However, Mr. Ji refused to release a specific total number of hacking attacks so far or the major sources or origins of those attacks due to the sensitive nature of the issue.

But he said most of the overseas visitors to the website's Chinese pages were tracked to IP addresses registered in the U.S., Australia, Singapore, Japan and Canada. While most of the overseas visits to the English pages were tracked to the U.S., Australia and the United Kingdom.

The MOD website was unveiled in August last year, an effort, in many analysts' views, by the Chinese government and the 2.3-million-strong People's Liberation Army (PLA) to increase military transparency.

Ji said the website experienced more than 2.3 million attacks by hackers within its first month of operation, most of which attempted to penetrate the site's computer systems and change its homepage.

The website's claims of Internet hacking attacks echoed a military official's comment last month on allegations of the Chinese government's involvement into cyber attacks on foreign companies.

Defense Ministry spokesman Huang Xueping said Chinese networks, especially the military information network, had been a major target for Internet hackers.

The uniformed officer's remark came after former U.S. intelligence officials said the Chinese military was recruiting Internet hackers to break into U.S. government and company computer networks.

Prof.

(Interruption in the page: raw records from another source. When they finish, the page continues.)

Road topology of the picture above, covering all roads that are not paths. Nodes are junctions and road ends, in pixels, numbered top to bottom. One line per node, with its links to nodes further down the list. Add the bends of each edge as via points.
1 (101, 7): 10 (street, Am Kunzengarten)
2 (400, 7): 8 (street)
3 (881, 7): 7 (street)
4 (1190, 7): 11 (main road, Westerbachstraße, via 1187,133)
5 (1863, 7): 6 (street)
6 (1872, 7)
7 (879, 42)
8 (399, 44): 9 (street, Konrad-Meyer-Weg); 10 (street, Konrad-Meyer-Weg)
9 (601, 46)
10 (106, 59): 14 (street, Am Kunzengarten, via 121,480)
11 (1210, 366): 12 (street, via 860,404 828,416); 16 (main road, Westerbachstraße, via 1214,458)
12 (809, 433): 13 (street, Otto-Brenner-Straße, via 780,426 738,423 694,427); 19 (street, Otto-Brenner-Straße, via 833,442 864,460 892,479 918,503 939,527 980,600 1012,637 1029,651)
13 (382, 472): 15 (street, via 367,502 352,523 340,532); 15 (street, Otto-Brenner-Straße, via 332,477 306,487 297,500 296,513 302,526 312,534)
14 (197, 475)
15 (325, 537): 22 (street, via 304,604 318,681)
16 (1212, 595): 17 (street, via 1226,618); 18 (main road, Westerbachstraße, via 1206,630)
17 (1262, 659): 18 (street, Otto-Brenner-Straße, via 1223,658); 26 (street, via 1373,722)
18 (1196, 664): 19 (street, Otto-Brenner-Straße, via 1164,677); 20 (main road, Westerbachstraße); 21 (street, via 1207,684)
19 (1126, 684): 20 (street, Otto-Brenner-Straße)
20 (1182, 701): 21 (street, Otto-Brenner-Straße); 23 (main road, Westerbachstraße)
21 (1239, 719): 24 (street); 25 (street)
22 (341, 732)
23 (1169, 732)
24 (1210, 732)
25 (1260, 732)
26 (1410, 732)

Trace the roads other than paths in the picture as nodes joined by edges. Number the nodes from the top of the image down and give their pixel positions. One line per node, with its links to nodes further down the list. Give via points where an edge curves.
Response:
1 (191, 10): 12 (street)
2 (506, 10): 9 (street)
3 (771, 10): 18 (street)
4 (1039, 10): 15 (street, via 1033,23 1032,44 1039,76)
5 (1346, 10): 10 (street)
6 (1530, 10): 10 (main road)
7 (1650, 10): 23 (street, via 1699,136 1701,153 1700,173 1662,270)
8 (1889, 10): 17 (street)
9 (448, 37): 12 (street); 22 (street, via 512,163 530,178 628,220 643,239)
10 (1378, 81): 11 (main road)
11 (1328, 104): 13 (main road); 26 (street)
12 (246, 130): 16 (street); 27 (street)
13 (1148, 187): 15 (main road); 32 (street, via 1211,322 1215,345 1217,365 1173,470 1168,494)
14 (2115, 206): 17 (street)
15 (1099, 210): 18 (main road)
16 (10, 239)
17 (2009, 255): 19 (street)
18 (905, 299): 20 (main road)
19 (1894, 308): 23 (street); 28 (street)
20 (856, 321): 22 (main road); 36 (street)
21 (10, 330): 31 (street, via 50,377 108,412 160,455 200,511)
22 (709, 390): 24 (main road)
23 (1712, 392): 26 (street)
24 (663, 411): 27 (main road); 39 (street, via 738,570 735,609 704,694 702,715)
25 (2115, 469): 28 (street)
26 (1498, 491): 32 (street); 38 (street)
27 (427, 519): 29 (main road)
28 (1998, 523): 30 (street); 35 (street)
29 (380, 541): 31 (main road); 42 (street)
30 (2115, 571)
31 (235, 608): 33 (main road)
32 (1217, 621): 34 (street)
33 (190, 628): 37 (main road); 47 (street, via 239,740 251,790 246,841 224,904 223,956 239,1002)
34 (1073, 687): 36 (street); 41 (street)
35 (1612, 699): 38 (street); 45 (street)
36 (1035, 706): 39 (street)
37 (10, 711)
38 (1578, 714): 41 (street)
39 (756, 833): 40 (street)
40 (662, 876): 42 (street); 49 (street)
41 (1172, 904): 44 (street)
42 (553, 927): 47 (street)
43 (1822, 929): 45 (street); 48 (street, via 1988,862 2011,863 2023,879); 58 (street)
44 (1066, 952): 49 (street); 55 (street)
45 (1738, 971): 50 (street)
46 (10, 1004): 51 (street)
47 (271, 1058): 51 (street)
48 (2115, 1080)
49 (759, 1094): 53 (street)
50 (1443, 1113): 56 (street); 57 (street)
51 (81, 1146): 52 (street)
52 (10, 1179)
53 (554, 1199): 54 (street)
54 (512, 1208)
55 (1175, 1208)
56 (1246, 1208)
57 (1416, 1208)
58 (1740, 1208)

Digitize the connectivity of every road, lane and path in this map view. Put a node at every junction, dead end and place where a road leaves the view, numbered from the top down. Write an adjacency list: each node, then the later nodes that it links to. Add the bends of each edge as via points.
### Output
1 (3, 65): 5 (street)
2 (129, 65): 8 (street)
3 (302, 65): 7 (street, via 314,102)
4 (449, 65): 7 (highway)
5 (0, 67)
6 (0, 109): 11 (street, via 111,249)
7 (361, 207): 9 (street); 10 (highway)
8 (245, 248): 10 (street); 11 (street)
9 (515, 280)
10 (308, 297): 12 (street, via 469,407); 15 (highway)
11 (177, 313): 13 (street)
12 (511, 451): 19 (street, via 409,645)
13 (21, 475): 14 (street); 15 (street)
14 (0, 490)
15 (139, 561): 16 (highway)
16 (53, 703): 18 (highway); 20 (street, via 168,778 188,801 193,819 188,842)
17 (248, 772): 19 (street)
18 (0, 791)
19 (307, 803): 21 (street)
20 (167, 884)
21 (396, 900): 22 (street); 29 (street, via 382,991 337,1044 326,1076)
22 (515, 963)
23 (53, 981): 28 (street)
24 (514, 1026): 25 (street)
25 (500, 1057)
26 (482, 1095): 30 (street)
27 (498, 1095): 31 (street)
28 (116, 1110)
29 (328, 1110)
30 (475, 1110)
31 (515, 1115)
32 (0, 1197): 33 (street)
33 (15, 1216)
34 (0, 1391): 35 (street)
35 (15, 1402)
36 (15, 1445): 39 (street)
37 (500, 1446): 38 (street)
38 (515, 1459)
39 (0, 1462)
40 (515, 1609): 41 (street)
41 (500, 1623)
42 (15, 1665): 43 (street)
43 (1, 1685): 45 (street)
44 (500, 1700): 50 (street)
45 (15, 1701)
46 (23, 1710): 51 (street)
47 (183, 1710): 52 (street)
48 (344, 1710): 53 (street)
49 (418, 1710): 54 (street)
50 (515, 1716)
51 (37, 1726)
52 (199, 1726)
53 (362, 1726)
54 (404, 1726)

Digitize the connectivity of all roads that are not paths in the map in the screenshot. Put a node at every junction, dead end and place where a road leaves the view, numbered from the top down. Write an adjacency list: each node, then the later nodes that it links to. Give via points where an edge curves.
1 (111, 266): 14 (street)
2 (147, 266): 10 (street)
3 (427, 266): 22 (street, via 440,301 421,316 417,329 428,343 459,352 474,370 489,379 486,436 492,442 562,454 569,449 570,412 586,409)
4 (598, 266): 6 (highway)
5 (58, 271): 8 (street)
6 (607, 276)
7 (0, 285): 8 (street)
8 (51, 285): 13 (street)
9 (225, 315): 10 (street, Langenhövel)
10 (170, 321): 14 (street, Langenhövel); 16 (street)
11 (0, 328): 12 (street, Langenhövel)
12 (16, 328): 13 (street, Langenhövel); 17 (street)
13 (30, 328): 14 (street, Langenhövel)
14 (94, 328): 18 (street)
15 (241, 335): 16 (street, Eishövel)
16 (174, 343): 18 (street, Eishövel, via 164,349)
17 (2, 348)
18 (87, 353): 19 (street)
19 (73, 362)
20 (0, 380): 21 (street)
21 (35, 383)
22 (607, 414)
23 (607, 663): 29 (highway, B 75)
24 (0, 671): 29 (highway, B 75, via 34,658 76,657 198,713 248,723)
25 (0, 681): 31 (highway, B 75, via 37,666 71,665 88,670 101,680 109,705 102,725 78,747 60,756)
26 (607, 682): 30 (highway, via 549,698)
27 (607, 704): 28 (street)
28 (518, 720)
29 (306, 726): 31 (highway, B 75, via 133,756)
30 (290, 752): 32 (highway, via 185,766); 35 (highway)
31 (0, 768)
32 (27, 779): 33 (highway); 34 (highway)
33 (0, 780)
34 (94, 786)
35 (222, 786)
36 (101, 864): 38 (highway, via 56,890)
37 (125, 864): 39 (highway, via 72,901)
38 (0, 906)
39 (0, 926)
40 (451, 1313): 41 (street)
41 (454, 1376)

Tan Kaijia, of the PLA's National Defense University, told Xinhua that Chinese military facilities had been targeted by hackers who tried all means to tap into their Internet-wired computers.

Although the PLA's internal computer network is physically isolated from other networks, new technical tools have allowed spies to wirelessly sneak into an electronic device or facility.

"Technically speaking, there is always the possibility of hacking a network from thousands of miles away if it is connected to the Internet, whether or not it has a firewall," Senior Colonel Tan said.

"The alleged Chinese military-backed hacking of US sites proves that  they did not understand the PLA's functions and missions," said Tan, who specializes in military equipment and logistics.

Tan revealed that so far the PLA has not constituted a cyber warfare unit, saying the allegation was mystifying and merely an excuse for the U.S. to strengthen cyber warfare technologies.

"Scenarios of different versions of Chinese hacking have not been rare, since the US is developing its own cyber warfare powers and overestimated the abilities of Chinese Internet users," he said.

Last year, accusations of Chinese hacking into the U.S. Department of Defense network emerged in the U.S. media just before the Pentagon announced the establishment of the new U.S. Cyber Command, which is subordinated to the U.S. Strategic Command and responsible for coordinating computer-network defense and cyber-attack operation.

"The PLA has academic researchers on information warfare, but is not capable of conducting actual cyber-attack operations. Chinese laws prohibit any forms of cyber-attack.

"Nor is the PLA allowed to hire civilian hackers, and hacking foreign government and company networks has nothing to do with the PLA's missions." Tan said.

Civilian networks in China seemed much more vulnerable to hackers. As a result, the Ministry of Industry and Information Technology Monday issued a nationwide plan to safeguard the security of domain name systems for government websites and vital networks amid surging Internet security threats and risks.

Last week,  police in central China's Hubei Province destroyed the country's biggest hacker training organization and arrested three people who were suspected of running the Black Hawk Safety Network.

The network was suspected of offering online hacker tools, a crime that was listed in China's Criminal Law last year.

Statistics from the National Computer Network Emergency Response Technical Team/Coordination Center (CNCERT/CC) reveal about 262,000 Chinese computers were hijacked by Trojan programs tracked to overseas IP addresses in 2009. The top source of the programs, 16.61 percent, were computers based in the United States.

The number of Chinese computers controlled by botnets in 2009 was 837,000. A total of 19,000 overseas-hosted addresses, of which, 22.34 percent were from the U.S., participated in controlling the Chinese computers.